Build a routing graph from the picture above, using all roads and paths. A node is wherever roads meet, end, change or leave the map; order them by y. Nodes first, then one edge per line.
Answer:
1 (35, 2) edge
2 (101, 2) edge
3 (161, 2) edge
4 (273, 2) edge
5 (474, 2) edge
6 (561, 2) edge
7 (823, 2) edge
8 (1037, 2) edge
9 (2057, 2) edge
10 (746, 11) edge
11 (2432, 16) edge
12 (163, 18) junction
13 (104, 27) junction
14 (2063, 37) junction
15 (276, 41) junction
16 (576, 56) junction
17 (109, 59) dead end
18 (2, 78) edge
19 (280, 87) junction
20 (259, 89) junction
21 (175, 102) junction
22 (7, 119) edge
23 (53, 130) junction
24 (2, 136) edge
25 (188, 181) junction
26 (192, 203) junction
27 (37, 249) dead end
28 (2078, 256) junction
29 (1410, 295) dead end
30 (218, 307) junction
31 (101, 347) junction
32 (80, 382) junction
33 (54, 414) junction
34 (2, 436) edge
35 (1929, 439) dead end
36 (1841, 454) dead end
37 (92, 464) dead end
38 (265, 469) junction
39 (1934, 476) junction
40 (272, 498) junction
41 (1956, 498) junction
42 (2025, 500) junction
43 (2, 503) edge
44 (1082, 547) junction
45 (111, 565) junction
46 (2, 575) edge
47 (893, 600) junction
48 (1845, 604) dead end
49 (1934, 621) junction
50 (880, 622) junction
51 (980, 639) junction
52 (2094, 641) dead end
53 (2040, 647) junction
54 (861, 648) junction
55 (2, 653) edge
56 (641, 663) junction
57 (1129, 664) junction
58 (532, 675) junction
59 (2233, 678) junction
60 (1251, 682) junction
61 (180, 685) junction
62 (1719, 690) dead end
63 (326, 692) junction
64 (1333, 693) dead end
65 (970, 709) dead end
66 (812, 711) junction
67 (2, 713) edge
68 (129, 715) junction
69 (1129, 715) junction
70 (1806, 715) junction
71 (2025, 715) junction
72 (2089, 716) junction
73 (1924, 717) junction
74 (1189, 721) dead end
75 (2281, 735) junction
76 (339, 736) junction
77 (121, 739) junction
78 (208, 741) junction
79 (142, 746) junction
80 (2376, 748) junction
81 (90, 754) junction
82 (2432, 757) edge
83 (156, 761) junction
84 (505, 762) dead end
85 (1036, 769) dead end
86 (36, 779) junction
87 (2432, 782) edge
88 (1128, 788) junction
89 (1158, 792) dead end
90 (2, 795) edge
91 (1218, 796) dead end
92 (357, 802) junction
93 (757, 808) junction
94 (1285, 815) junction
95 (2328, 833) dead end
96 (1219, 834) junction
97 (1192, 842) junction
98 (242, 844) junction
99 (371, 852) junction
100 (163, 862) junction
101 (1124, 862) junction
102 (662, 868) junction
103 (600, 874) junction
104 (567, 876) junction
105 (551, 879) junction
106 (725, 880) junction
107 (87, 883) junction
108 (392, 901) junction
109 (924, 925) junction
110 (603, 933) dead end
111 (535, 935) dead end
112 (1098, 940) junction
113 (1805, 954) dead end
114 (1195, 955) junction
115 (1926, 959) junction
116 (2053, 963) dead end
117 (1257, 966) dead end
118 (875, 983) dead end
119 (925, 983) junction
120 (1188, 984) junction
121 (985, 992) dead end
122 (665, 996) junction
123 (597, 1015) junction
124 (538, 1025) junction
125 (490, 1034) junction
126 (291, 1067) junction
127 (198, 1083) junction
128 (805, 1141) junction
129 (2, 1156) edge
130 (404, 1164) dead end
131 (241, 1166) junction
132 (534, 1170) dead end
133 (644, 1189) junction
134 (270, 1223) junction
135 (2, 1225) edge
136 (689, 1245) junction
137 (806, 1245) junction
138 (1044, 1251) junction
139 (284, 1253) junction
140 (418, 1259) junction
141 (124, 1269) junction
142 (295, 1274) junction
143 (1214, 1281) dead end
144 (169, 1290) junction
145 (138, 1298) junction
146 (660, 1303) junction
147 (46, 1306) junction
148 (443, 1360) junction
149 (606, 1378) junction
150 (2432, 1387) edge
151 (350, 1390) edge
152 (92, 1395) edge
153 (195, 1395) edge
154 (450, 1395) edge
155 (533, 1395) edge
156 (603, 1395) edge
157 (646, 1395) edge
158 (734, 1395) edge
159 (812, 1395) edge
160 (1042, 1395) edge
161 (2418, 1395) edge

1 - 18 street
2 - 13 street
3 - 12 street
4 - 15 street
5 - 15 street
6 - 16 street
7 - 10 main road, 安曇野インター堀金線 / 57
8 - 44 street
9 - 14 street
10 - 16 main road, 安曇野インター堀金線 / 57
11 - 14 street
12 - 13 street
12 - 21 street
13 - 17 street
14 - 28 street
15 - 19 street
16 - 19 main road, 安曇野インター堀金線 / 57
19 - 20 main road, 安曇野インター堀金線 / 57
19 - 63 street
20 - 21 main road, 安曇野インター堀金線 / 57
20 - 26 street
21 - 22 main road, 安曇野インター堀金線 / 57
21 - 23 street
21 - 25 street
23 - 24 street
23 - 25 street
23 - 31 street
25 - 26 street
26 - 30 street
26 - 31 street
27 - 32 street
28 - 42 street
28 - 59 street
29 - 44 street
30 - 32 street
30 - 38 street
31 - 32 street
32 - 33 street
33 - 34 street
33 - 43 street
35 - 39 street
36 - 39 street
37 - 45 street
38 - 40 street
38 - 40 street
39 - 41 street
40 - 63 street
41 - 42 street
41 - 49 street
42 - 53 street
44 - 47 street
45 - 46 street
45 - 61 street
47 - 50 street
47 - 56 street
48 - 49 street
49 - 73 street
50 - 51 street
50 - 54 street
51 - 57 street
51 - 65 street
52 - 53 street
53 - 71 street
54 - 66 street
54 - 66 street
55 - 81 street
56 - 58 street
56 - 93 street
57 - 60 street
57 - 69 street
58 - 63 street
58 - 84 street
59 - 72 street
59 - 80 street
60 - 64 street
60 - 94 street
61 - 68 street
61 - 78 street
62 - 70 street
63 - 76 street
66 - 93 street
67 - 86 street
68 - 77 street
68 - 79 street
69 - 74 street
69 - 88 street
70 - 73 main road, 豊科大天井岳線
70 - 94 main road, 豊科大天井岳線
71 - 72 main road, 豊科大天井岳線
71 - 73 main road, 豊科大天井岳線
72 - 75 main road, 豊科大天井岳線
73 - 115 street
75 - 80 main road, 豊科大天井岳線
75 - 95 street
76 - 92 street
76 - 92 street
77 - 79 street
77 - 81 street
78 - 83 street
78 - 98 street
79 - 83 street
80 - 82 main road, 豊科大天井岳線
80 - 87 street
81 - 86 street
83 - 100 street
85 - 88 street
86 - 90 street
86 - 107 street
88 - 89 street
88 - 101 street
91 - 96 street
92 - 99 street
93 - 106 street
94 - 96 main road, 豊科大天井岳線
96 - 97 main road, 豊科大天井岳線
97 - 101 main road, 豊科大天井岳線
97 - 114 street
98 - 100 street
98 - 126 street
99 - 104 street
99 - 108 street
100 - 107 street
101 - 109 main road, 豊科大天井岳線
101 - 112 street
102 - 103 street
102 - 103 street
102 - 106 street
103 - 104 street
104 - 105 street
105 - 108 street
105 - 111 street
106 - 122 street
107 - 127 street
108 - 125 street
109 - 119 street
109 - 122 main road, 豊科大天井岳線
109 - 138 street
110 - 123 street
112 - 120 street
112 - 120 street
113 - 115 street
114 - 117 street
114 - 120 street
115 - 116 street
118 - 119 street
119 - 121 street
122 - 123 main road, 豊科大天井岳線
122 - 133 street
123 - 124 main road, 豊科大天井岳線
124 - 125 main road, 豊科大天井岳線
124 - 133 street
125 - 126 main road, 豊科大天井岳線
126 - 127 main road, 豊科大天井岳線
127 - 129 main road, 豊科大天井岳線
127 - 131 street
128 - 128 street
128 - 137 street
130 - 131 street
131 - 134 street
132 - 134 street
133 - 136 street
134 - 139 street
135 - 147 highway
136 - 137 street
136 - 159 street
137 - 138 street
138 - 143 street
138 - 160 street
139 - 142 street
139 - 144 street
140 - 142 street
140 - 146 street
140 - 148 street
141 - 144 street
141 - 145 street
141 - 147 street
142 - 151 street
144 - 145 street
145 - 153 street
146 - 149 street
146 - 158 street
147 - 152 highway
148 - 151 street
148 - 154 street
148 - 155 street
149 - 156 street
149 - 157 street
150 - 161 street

• • • • •

Using the records above, copy every line that has the word "安曇野インター堀金線" in it.

* **Response to the task**:
7 - 10 main road, 安曇野インター堀金線 / 57
10 - 16 main road, 安曇野インター堀金線 / 57
16 - 19 main road, 安曇野インター堀金線 / 57
19 - 20 main road, 安曇野インター堀金線 / 57
20 - 21 main road, 安曇野インター堀金線 / 57
21 - 22 main road, 安曇野インター堀金線 / 57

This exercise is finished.